I know what I got into when I married my husband, I married the Army too. However, I did not think my love hate relationship would already be starting off so strong.
It started by me planning a wedding in a month, then my husband got sent to Oklahoma for training after three weeks of living with each other. Then, he moved to Ft. Rucker to do flight school, in which I moved down too after five more months of not living together in our first year of marriage. Then, we found out his guard unit was going to be deployed in September of 2011. With this news I started mentally preparing myself that after our second anniversary he would be going off to Iraq with the rest of his buddies and would be back from deployment in eight months.
Well, that little bit of news has now been changed...and not in the good way. We just found out that the deployment is being moved up to the start of June. My husband graduates flight school at the end of April, meaning we would have about two weeks to move and spend time with each other before he left. They also changed the eight months to a year.

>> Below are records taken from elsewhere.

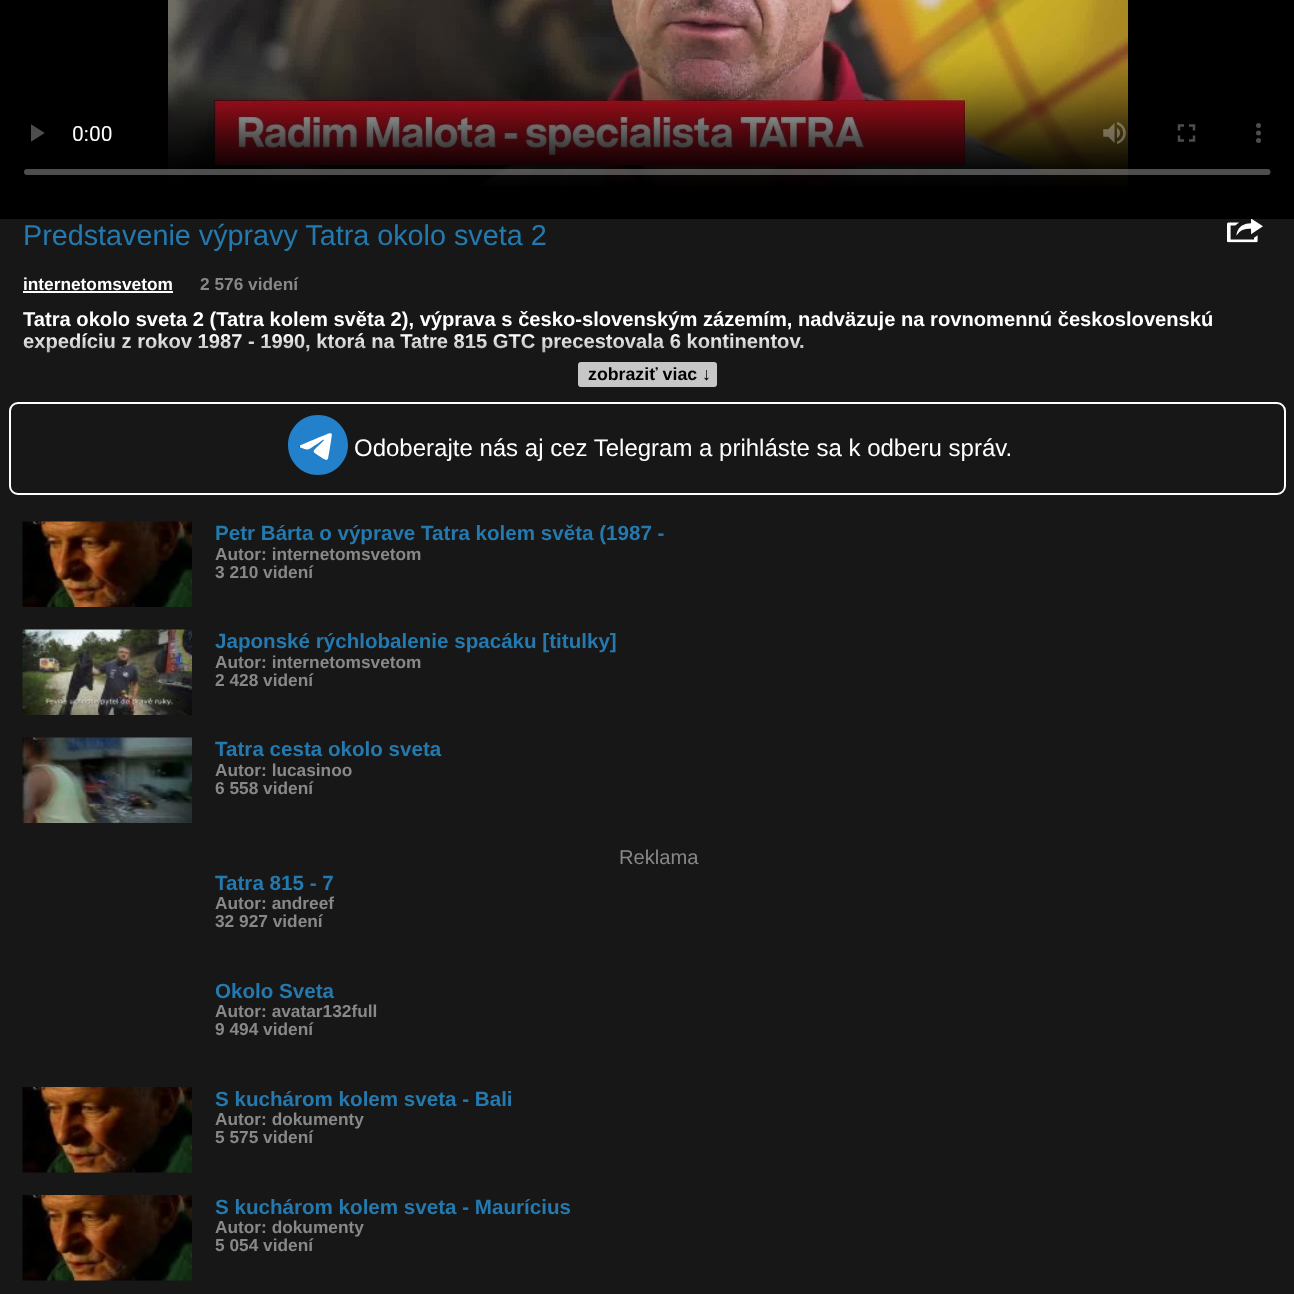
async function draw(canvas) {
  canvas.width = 1294
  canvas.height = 1294
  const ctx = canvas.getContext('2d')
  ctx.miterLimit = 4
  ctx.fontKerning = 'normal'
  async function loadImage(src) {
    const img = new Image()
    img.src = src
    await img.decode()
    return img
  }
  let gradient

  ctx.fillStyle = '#000'
  ctx.fillRect(0, 0, 1294, 1294)
  ctx.drawImage(await loadImage('image0.png'), 24, 0, 1247, 186)
  ctx.fillStyle = '#171717'
  ctx.fillRect(0, 219, 1294, 1075)
  ctx.font = '28.75px Liberation Sans'
  ctx.fillStyle = '#2479ae'
  ctx.fillText('Predstavenie výpravy Tatra okolo sveta 2', 23, 245)
  ctx.drawImage(await loadImage('image1.png'), 1227, 219, 36, 24)
  ctx.font = 'bold 17.3px Liberation Sans'
  ctx.fillStyle = '#fff'
  ctx.fillText('internetomsvetom', 23, 290)
  ctx.fillRect(23, 291, 150, 2)
  ctx.fillStyle = '#888'
  ctx.fillText('2 576 videní', 200, 290)
  ctx.font = 'bold 20.15px Liberation Sans'
  ctx.fillStyle = '#fff'
  ctx.fillText('Tatra okolo sveta 2 (Tatra kolem světa 2), výprava s česko-slovenským zázemím, nadväzuje na rovnomennú československú', 23, 326)
  ctx.fillText('expedíciu z rokov 1987 - 1990, ktorá na Tatre 815 GTC precestovala 6 kontinentov.', 23, 348)
  gradient = ctx.createLinearGradient(647, 334, 647, 387)
  gradient.addColorStop(0, '#17171700')
  gradient.addColorStop(1, '#171717')
  ctx.fillStyle = gradient
  ctx.fillRect(23, 335, 781, 18)
  ctx.fillStyle = '#c7c7c7'
  ctx.beginPath()
  ctx.roundRect(578, 362, 139, 25, 3)
  ctx.fill()
  ctx.font = 'bold 17.75px Liberation Sans'
  ctx.fillStyle = '#000'
  ctx.fillText('zobraziť viac ↓', 588, 380)
  ctx.beginPath()
  ctx.roundRect(10, 403, 1275, 91, 8)
  ctx.strokeStyle = '#fff'
  ctx.lineWidth = 2
  ctx.stroke()
  ctx.drawImage(await loadImage('image2.png'), 288, 415, 60, 60)
  ctx.font = '24px Liberation Sans'
  ctx.fillStyle = '#fff'
  ctx.fillText('Odoberajte nás aj cez Telegram a prihláste sa k odberu správ.', 354, 456)
  ctx.drawImage(await loadImage('image3.png'), 22, 521, 170, 86)
  ctx.font = 'bold 20.6px Liberation Sans'
  ctx.fillStyle = '#2479ae'
  ctx.fillText('Petr Bárta o výprave Tatra kolem světa (1987 -', 215, 540)
  ctx.font = 'bold 17.3px Liberation Sans'
  ctx.fillStyle = '#888'
  ctx.fillText('Autor: internetomsvetom', 215, 560)
  ctx.fillText('3 210 videní', 215, 578)
  ctx.drawImage(await loadImage('image4.png'), 22, 629, 170, 86)
  ctx.font = 'bold 20.6px Liberation Sans'
  ctx.fillStyle = '#2479ae'
  ctx.fillText('Japonské rýchlobalenie spacáku [titulky]', 215, 648)
  ctx.font = 'bold 17.3px Liberation Sans'
  ctx.fillStyle = '#888'
  ctx.fillText('Autor: internetomsvetom', 215, 668)
  ctx.fillText('2 428 videní', 215, 686)
  ctx.drawImage(await loadImage('image5.png'), 22, 737, 170, 86)
  ctx.font = 'bold 20.6px Liberation Sans'
  ctx.fillStyle = '#2479ae'
  ctx.fillText('Tatra cesta okolo sveta', 215, 756)
  ctx.font = 'bold 17.3px Liberation Sans'
  ctx.fillStyle = '#888'
  ctx.fillText('Autor: lucasinoo', 215, 776)
  ctx.fillText('6 558 videní', 215, 794)
  ctx.font = '20.15px Liberation Sans'
  ctx.fillText('Reklama', 619, 864)
  ctx.font = 'bold 20.6px Liberation Sans'
  ctx.fillStyle = '#2479ae'
  ctx.fillText('Tatra 815 - 7', 215, 890)
  ctx.font = 'bold 17.3px Liberation Sans'
  ctx.fillStyle = '#888'
  ctx.fillText('Autor: andreef', 215, 909)
  ctx.fillText('32 927 videní', 215, 927)
  ctx.font = 'bold 20.6px Liberation Sans'
  ctx.fillStyle = '#2479ae'
  ctx.fillText('Okolo Sveta', 215, 998)
  ctx.font = 'bold 17.3px Liberation Sans'
  ctx.fillStyle = '#888'
  ctx.fillText('Autor: avatar132full', 215, 1017)
  ctx.fillText('9 494 videní', 215, 1035)
  ctx.drawImage(await loadImage('image6.png'), 22, 1087, 170, 86)
  ctx.font = 'bold 20.6px Liberation Sans'
  ctx.fillStyle = '#2479ae'
  ctx.fillText('S kuchárom kolem sveta - Bali', 215, 1106)
  ctx.font = 'bold 17.3px Liberation Sans'
  ctx.fillStyle = '#888'
  ctx.fillText('Autor: dokumenty', 215, 1125)
  ctx.fillText('5 575 videní', 215, 1143)
  ctx.drawImage(await loadImage('image6.png'), 22, 1195, 170, 86)
  ctx.font = 'bold 20.6px Liberation Sans'
  ctx.fillStyle = '#2479ae'
  ctx.fillText('S kuchárom kolem sveta - Maurícius', 215, 1214)
  ctx.font = 'bold 17.3px Liberation Sans'
  ctx.fillStyle = '#888'
  ctx.fillText('Autor: dokumenty', 215, 1233)
  ctx.fillText('5 054 videní', 215, 1251)
}

draw(document.querySelector('canvas'))
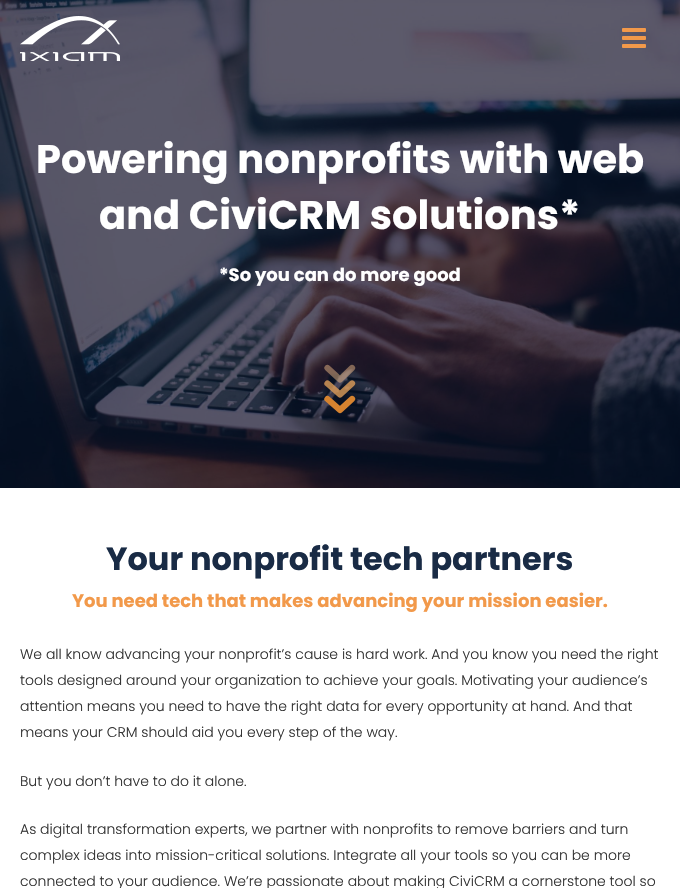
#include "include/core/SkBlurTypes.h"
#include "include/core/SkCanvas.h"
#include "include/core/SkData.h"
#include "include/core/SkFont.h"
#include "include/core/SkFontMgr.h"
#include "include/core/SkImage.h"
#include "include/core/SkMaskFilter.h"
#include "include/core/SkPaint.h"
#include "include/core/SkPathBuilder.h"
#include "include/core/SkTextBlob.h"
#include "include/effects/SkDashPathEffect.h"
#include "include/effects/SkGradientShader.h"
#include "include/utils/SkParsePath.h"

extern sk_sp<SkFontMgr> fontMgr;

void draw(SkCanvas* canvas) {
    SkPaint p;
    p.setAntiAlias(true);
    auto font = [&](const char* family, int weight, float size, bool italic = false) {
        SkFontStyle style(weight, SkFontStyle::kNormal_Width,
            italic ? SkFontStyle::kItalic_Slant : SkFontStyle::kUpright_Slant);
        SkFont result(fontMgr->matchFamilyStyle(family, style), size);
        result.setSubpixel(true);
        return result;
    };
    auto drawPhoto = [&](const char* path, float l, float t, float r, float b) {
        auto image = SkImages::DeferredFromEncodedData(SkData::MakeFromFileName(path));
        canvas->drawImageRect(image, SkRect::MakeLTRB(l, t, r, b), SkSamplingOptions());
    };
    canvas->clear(0xFFFFFFFF);
    drawPhoto("media/3.png", 0, 0, 680, 488);
    drawPhoto("media/1.png", 20, 16, 120, 61);
    drawPhoto("media/2.png", 622, 28, 646, 48);
    auto font1 = font("Poppins", 700, 40);
    p.setColor(0xFFFFFFFF);
    canvas->drawString("Powering nonprofits with web", 36, 173, font1, p);
    canvas->drawString("and CiviCRM solutions*", 99, 229, font1, p);
    auto font2 = font("Poppins", 700, 18);
    canvas->drawString("*So you can do more good", 219, 281, font2, p);
    p.setStyle(SkPaint::kStroke_Style);
    p.setStrokeWidth(6.3f);
    p.setStrokeCap(SkPaint::kRound_Cap);
    p.setStrokeJoin(SkPaint::kRound_Join);
    p.setColor(0xFFD6832F);
    canvas->drawPath(SkPathBuilder().moveTo(352, 399).lineTo(340, 410).lineTo(327.5f, 399).detach(), p);
    p.setColor(0xCCDE9D59);
    canvas->drawPath(SkPathBuilder().moveTo(352, 383.5f).lineTo(340, 394.5f).lineTo(327.5f, 383.5f).detach(), p);
    p.setColor(0x80E7B684);
    canvas->drawPath(SkPathBuilder().moveTo(352, 368).lineTo(340, 379.5f).lineTo(327.5f, 368).detach(), p);
    auto font3 = font("Poppins", 700, 32);
    p.setStyle(SkPaint::kFill_Style);
    p.setColor(0xFF192B45);
    canvas->drawString("Your nonprofit tech partners", 106, 570, font3, p);
    p.setColor(0xFFF2994A);
    canvas->drawString("You need tech that makes advancing your mission easier.", 72, 607, font2, p);
    auto font4 = font("Poppins", 300, 14);
    p.setColor(0xFF333333);
    {
        const struct { const char* s; float x, y; } items[] = {
            {"We all know advancing your nonprofit’s cause is hard work. And you know you need the right", 20, 659},
            {"tools designed around your organization to achieve your goals. Motivating your audience’s", 20, 685},
            {"attention means you need to have the right data for every opportunity at hand. And that", 20, 711},
            {"means your CRM should aid you every step of the way.", 20, 737},
            {"But you don’t have to do it alone.", 20, 786},
            {"As digital transformation experts, we partner with nonprofits to remove barriers and turn", 20, 834},
            {"complex ideas into mission-critical solutions. Integrate all your tools so you can be more", 20, 860},
            {"connected to your audience. We’re passionate about making CiviCRM a cornerstone tool so", 20, 886},
        };
        for (auto [s, x, y] : items) {
            canvas->drawString(s, x, y, font4, p);
        }
    }
}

I know, I should expect this from the Army and I knew full well what I was getting into, but that still does not make this news any easier. I have myself prepared for September, and now it's a whole new thing to calibrate myself with. Yes, I am living with him now but with flight school I hardly see him and when I do it's all about studying and shop talk. I was actually looking forward to a few months of non-flight school living and maybe even take a our honeymoon (which we never got to take in the first place).
Guess it's time to mentally adjust and to get ready to tell people over the holidays. I just remembered...we are going to have to tell his mother.
I just have to keep telling myself that God has a plan, and even though we keep getting thrown curveballs, it will all turn out for the better. Not to mention, make us stronger.